Where more than one person has created a work, the work may be classed as a work of joint authorship if the contribution of each author is not distinct from that of the other authors.
If it is, two or more separate works will exist. Each person claiming authorship will need to have expended sufficient skill and labour to be classed as an author under the CDPA. In general, each joint author has the same rights as a sole author, except that licensing or assignment requires the consent of all joint authors.
In the high-profile case of Matthew Fisher v (1) Gary Brooker (2) Onward Music Limited 2006 EWHC 3239 (ch), 20 December 2006, concerning ownership of the musical copyright in the song, A Whiter Shade of Pale, the High Court accepted that the organist's solo was sufficiently different from the pianist's composition as to qualify as an original contribution to the work. As a result, the court held that the organist was entitled to a share in the ownership of the musical copyright in the work.

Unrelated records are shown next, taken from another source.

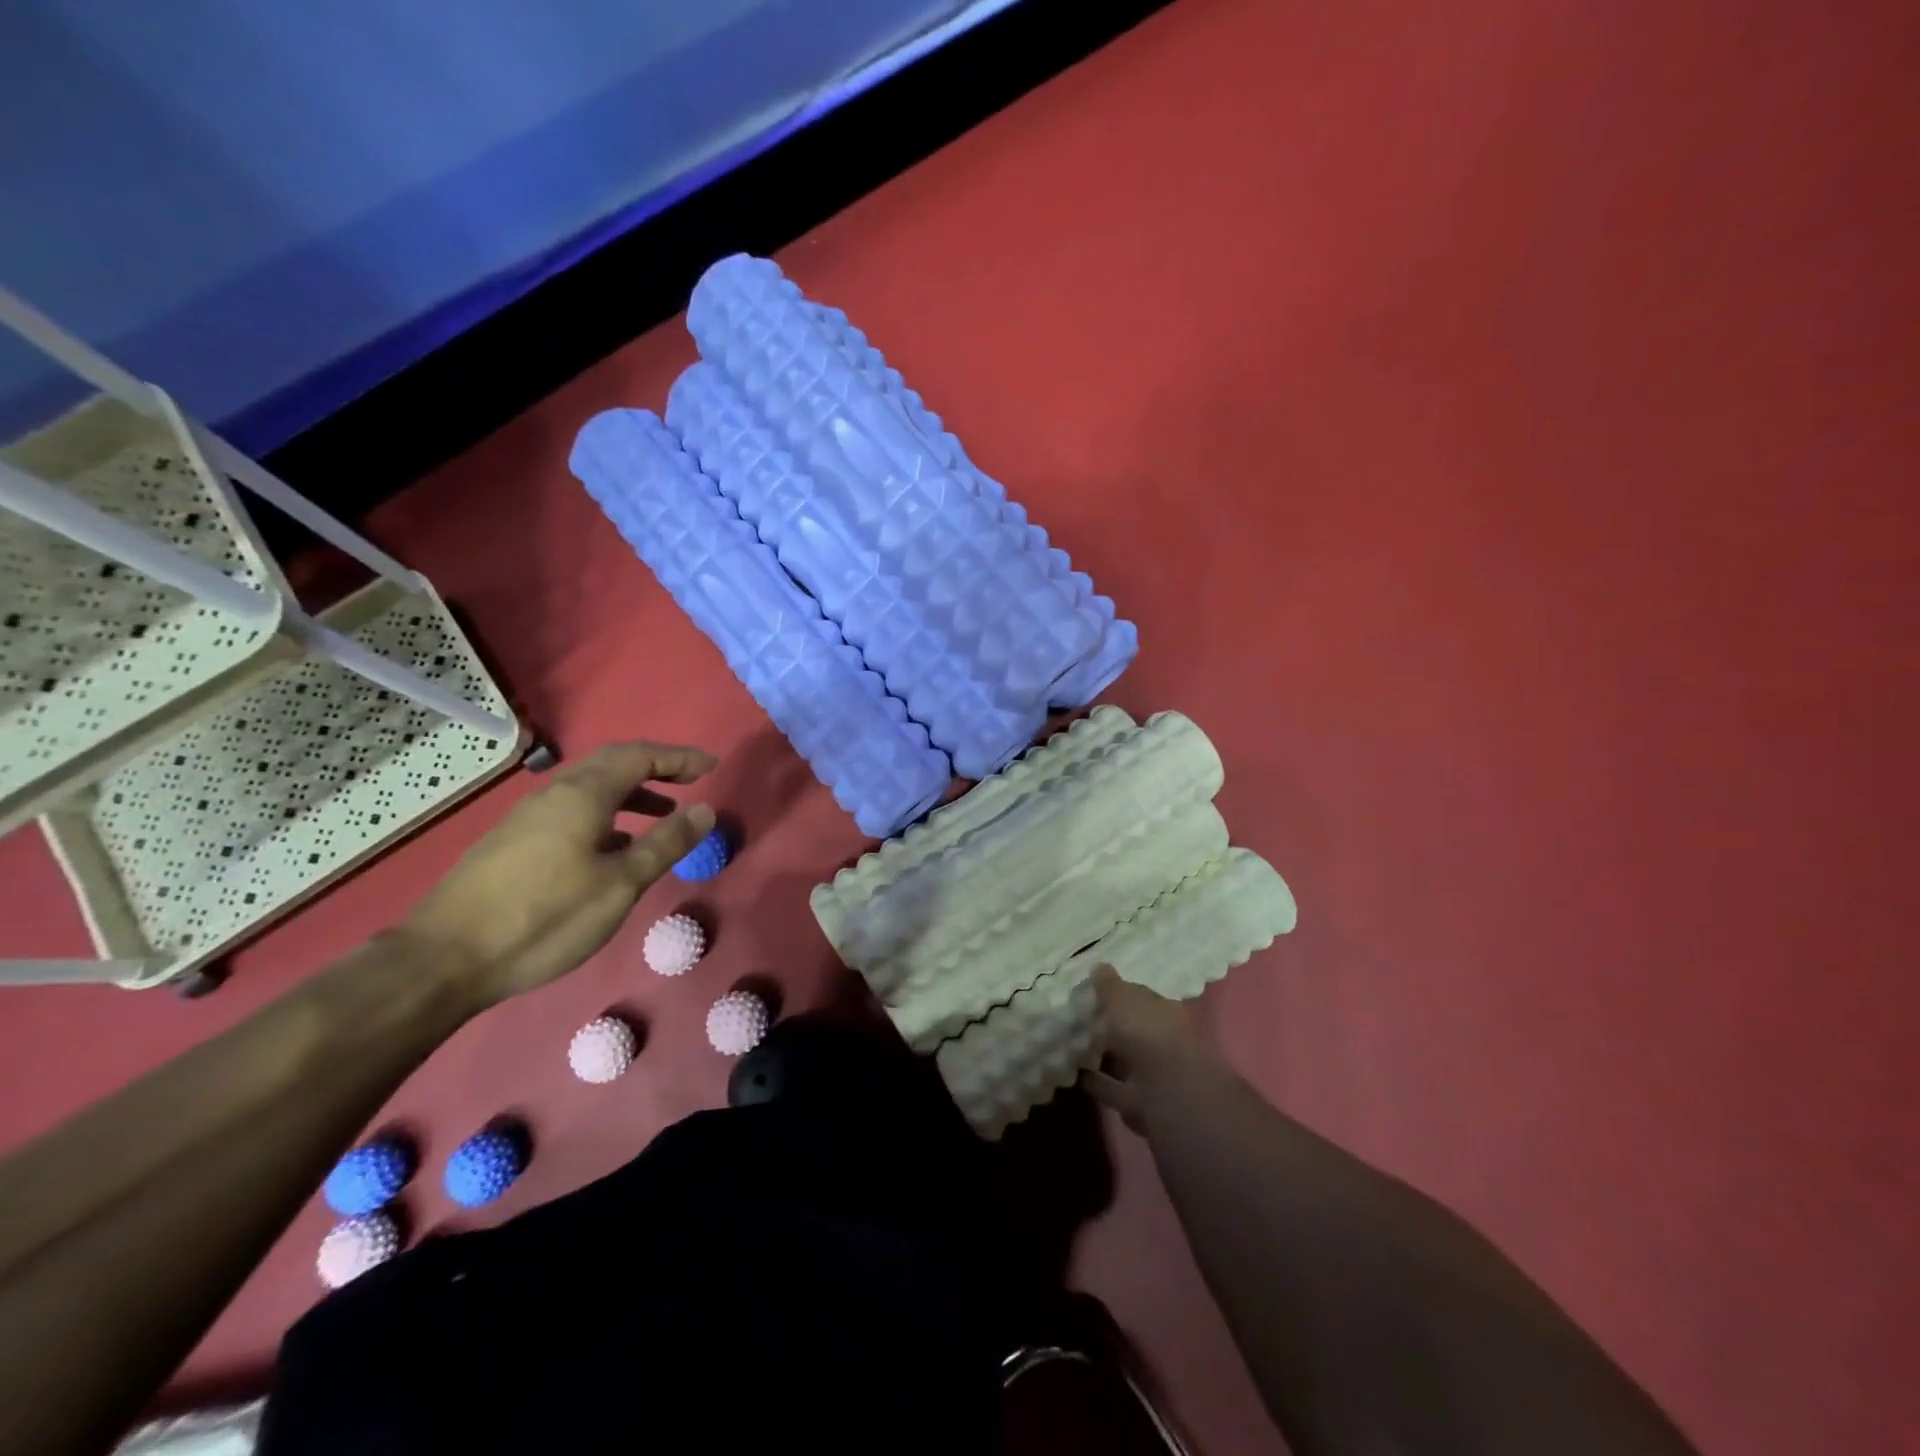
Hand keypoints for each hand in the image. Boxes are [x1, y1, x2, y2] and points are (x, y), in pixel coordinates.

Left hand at [402, 741, 715, 1010]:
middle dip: (654, 768)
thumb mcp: (620, 885)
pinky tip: (611, 848)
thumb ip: (665, 844)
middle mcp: (554, 794)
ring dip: (629, 793)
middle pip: (611, 764)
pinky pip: (570, 811)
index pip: (639, 757)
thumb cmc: (546, 918)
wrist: (445, 960)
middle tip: (689, 781)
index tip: (711, 767)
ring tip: (659, 816)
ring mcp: (527, 817)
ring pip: (588, 789)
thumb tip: (705, 810)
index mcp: (582, 795)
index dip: (679, 758)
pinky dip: (604, 815)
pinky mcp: (512, 843)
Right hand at [1082, 965, 1214, 1132]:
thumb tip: (1098, 966)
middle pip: (1134, 1030)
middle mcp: (1162, 1041)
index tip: (1095, 991)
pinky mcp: (1138, 1102)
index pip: (1141, 998)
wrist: (1167, 1092)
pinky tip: (1076, 1075)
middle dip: (1113, 1025)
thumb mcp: (1123, 998)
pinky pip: (1113, 1087)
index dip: (1120, 993)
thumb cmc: (1148, 1032)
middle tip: (1080, 1018)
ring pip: (1125, 1060)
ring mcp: (1152, 1074)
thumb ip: (1109, 985)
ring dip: (1104, 1055)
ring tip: (1074, 1045)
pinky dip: (1097, 1081)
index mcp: (1165, 1011)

On appeal the defendants were partially successful: the Court of Appeal held that although the trial judge had been correct to grant a declaration as to the organist's co-authorship of the work, his excessive and inexcusable delay before bringing a claim, and his acquiescing in the defendants' commercial exploitation of the work, made it unjust that he should succeed in his claims to a joint interest in the work or to have the implied licence for the respondents to exploit it.